Мы игнорируем крики и, делая вид, что они относятся не к нам, очень быстро идем в казарму. У подъезда ржут.
Мы влетаем на второй этаж, быстро умываемся, не зажигая света, и ложимся спать. Простыней под одеялами нет, наволочки на подушках тоже отсутствуют. В матрасах столько пыли, что руки и лицо моментально становятся грязными.

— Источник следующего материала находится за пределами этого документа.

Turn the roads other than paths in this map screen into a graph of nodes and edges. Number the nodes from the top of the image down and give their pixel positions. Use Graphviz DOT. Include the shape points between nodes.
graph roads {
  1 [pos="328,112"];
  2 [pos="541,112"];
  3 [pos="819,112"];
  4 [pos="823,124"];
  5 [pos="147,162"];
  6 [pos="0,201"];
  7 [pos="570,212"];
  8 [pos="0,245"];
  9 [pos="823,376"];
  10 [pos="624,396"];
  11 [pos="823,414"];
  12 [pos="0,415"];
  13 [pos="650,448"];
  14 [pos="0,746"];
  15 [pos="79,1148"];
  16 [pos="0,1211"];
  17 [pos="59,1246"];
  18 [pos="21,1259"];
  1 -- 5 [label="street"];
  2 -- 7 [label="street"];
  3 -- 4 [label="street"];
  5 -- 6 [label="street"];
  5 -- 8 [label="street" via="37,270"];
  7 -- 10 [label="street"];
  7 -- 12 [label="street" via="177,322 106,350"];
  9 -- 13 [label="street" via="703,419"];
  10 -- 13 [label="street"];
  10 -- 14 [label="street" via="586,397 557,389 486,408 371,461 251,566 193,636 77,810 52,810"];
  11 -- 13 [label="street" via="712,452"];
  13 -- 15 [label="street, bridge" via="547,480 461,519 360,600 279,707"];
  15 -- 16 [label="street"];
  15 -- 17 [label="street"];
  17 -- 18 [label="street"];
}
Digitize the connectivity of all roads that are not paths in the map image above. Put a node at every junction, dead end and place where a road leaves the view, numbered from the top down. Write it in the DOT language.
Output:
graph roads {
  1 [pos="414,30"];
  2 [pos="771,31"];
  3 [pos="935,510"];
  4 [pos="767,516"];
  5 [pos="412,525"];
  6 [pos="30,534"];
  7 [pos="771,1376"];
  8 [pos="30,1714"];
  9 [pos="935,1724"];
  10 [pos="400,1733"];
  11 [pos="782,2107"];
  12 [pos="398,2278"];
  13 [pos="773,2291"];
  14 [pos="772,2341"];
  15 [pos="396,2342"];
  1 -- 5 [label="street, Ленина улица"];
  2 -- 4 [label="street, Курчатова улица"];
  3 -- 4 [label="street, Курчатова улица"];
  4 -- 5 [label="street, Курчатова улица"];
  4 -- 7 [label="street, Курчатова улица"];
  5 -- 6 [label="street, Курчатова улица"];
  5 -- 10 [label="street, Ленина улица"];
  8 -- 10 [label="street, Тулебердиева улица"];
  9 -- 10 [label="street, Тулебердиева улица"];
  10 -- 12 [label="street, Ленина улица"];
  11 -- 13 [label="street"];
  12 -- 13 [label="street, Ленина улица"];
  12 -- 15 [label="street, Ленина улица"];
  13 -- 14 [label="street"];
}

Мне снятся вертушки. Они неслышно кружат высоко в небе над Москвой, над Таганкой, над моим домом, и из них весело сыплются серебристые листовки. Люди радуются, тянут руки вверх и хватают эти листовки. Моя мама стоит на балконе и тоже протягивает руки в небо. Она хочет поймать листовку с моим портретом, но меня болтает туда–сюда, как бабочку–капустницу, и относит в сторону. Я улыбаюсь. «Мама, — говорю я, — что ты делаешь? Это же не листовки, это пакеты с трупами, разве ты не видишь? Разве вы все не видите, сколько нас, мертвых. Ведь там идет война, а вы ничего об этом не знаете. Почему?» «Я знаю, — говорит мама. — Тебя уже убило». «Нет, я пока еще живой. Помнишь, я писал тебе, что я живой и меня не убьет. Я пока еще в казарме, мама, и у меня все хорошо. Здесь много людей, я не один, у нас все в порядке. Вот, посмотри». Казарма наполняется шумом, гулом, хлопают двери, какие–то люди ходят по расположению, включают свет, бренчат оружием. Я осознаю это сквозь сон, думаю, что это мне все еще снится. «Вот видишь, мама, это все мертвые. Они были в Чечне. А я еще в Моздоке, я живой…»
В следующий момент меня спихивают ногой с кровати, и я лечу на пол. На меня сверху падает Осипов.
— Встать, сука!!! — орет кто–то над нами.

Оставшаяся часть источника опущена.